Where Boris Tchaikovsky prefers to reflect the stanza structure in his settings of Lermontov, Shostakovich produces something, if not Musorgskian, at least on the borders of declamatory recitative. In the only previous recording (DELOS DE 3304, DSCH 18), mezzo Natiliya Biryukova and pianist Yuri Serov reversed the published order, and McLaren follows suit: “Morning in the Caucasus” preceding “Ballad.” Gritskova and Prince on Naxos (also reviewed in this issue) are the first to save the pedantic listener the effort of reprogramming the player. But of course, McLaren’s voice is the major difference and he is as reactive to both text and music as he is throughout the disc.
The “Spanish Songs” are not particularly Shostakovichian but are in the line of Russian Hispanophilia and part of his “folk music” period. Despite mostly being “male” texts, they have been recorded by singers from soprano to bass though mezzo Zara Dolukhanova, who commissioned and premiered them, chose not to. Undemanding and catchily tuneful, they have retained a fingerhold on the repertoire but McLaren is the first countertenor to tackle them and, as with much of this disc, he does so with great sensitivity.
That patriotic “folk music” period, with Shostakovich occasionally invoking the Rus of the Mighty Handful was at its height following the 1948 denunciation. He found economic if not artistic respite in a series of narod-ist biopics, though these were often troubled productions. Having split from Trauberg, Kozintsev refashioned the 19th-century literary critic Vissarion Belinsky as a pioneer Slavophile finding inspiration in the art of the common people. If the centenary of Belinsky’s death in 1948 was the incentive, the film missed the hagiographical deluge and stumbled along, only being released in 1953 in a form that Kozintsev disowned. Now, it seems that the re-edit also discarded some of Shostakovich’s music.

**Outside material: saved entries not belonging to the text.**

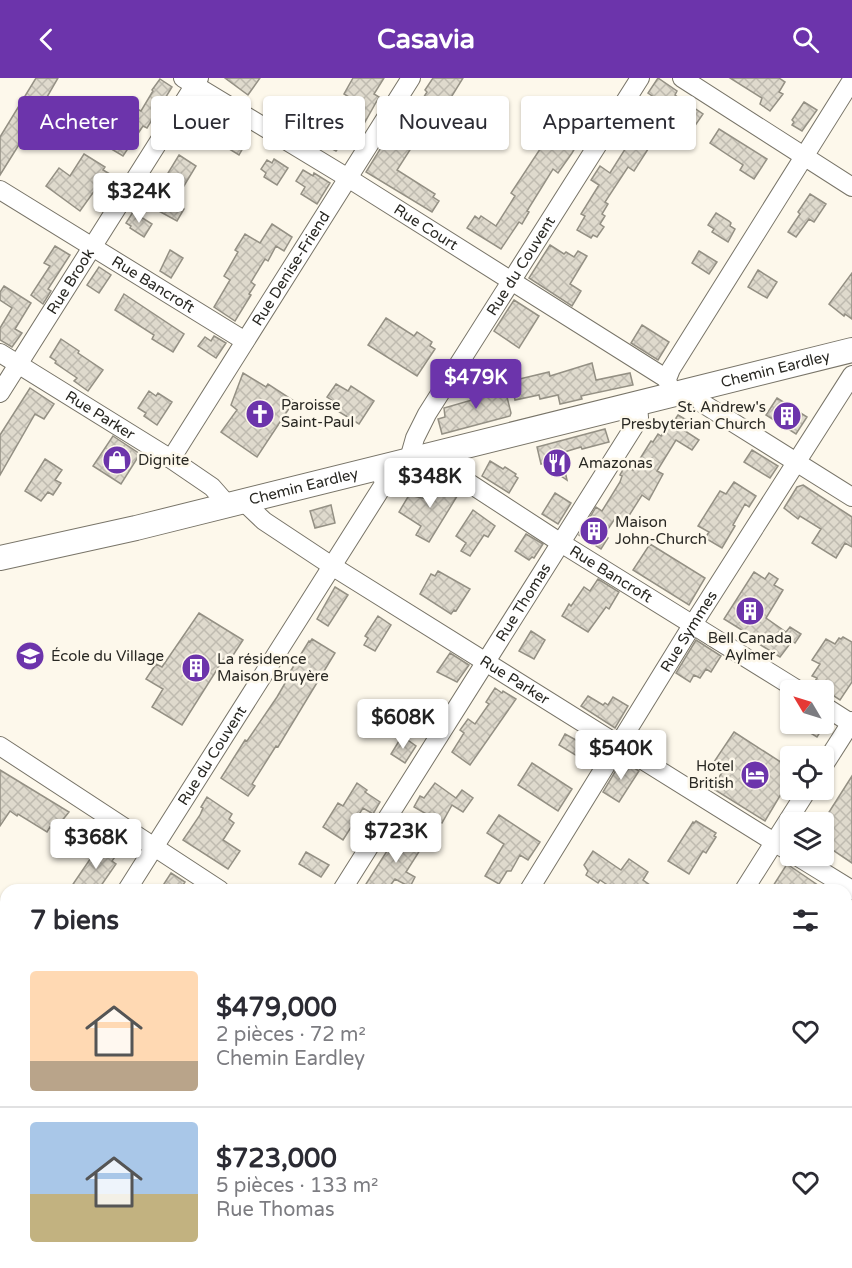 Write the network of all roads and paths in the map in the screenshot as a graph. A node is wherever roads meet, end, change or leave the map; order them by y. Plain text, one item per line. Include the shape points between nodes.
1 (411, 78) edge
2 (640, 78) edge
3 (682, 78) edge
4 (192, 80) edge
5 (852, 80) edge
6 (804, 156) junction
7 (348, 178) junction
8 (852, 187) edge
9 (0, 190) edge
10 (93, 246) junction
11 (512, 283) junction
12 (245, 341) junction
13 (852, 350) edge
14 (0, 353) edge
15 (18, 365) junction
16 (852, 375) edge
17 (677, 388) junction
18 (0, 393) edge
19 (638, 404) junction
20 (417, 457) junction
21 (171, 459) junction
22 (796, 463) junction
23 (381, 468) junction
24 (852, 497) edge
25 (235, 503) junction
26 (561, 543) junction
27 (0, 558) edge
28 (332, 566) junction
29 (693, 624) junction
30 (485, 661) junction
31 (782, 680) edge
32 (834, 712) edge
33 (852, 722) edge
34 (620, 744) junction
35 (0, 746) edge
36 (834, 750) edge
37 (801, 800) edge
38 (774, 842) junction
39 (780, 846) edge
40 (154, 847) junction
41 (813, 866) edge
42 (131, 884) edge
43 (211, 884) edge
44 (346, 884) edge
45 (533, 884) edge
46 (748, 884) edge
47 (842, 884) edge

1 - 7 street, Rue Denise-Friend
2 - 11 street, Rue du Couvent
3 - 6 street
4 - 7 street, Rue Court
4 - 10 street, Rue Brook
5 - 6 street
6 - 8 street
6 - 17 street
7 - 11 street, Rue Court
7 - 12 street, Rue Denise-Friend
9 - 10 street, Rue Bancroft
10 - 12 street, Rue Bancroft
10 - 15 street, Rue Brook
11 - 17 street, Rue Court
11 - 20 street, Rue du Couvent via 427,414 415,438
12 - 21 street, Rue Denise-Friend
13 - 17 main road, Chemin Eardley
14 - 15 street, Rue Parker
15 - 18 street, Rue Brook
15 - 21 street, Rue Parker
16 - 22 street, Rue Symmes
17 - 19 main road, Chemin Eardley
17 - 22 street, Rue Court
19 - 20 main road, Chemin Eardley
19 - 26 street, Rue Thomas via 639,418
20 - 23 main road, Chemin Eardley
20 - 26 street, Rue Bancroft
21 - 25 street, Rue Parker
22 - 24 street, Rue Court
22 - 29 street, Rue Symmes
23 - 25 main road, Chemin Eardley
23 - 28 street, Rue du Couvent via 384,484
25 - 27 main road, Chemin Eardley
25 - 28 street, Rue Parker
26 - 29 street, Rue Bancroft
26 - 30 street, Rue Thomas
28 - 30 street, Rue Parker
28 - 40 street, Rue du Couvent
29 - 31 street, Rue Bancroft
29 - 34 street, Rue Symmes
30 - 34 street, Rue Parker
30 - 44 street, Rue Thomas
32 - 33 street
33 - 36 street
34 - 38 street, Rue Parker
34 - 45 street, Rue Symmes
35 - 40 street
37 - 38 street
38 - 39 street, Rue Parker
38 - 46 street
40 - 42 street, Rue du Couvent
40 - 43 street
41 - 47 street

Desdemona’s Romance (Willow Song) sets Ivan Kozlov’s loose translation from Othello, though Shostakovich contemplated various adaptations of the play so perhaps there was also some vestigial relationship to one of those. It’s not exactly 1840s-ish but while it’s hardly avantgarde, some moments of harmonic turbidity in the piano’s solemn tread, above which McLaren floats his pure voice, may have spurred some Zhdanovian frowns.
The setting of Pushkin’s A Pointless Gift, A Chance Gift is probably also a Belinsky discard. This is slightly more conventionally romans-y and it’s hard to imagine it scaring the horses but, for whatever reason, it too was ditched. Nevertheless, both open up our understanding of this problematic project and perhaps further investigation will unearth more cast-offs.
Marina Frolova-Walker’s note sets the songs and the collection in context, and Richard Shaw’s translations of the sung Russian texts sit alongside the Cyrillic. Unfortunately, the biogs don’t include Claudia Fuller or Ben Michaels, who complete the string trio in Firsova’s “Winter Elegy.”
Completists will naturally want this disc for the two newly discovered songs, nice renditions of the others, and the unusual opportunity of hearing them sung by a countertenor. But there is far more to the disc than that. McLaren has a firm voice which is even through the range and is more expressive that some countertenors, who can sound beautiful but slightly detached. The only drawback is an occasionally slightly over-resonant acoustic, but this shouldn’t deter anybody from acquiring this enjoyable disc of (mostly) rarities.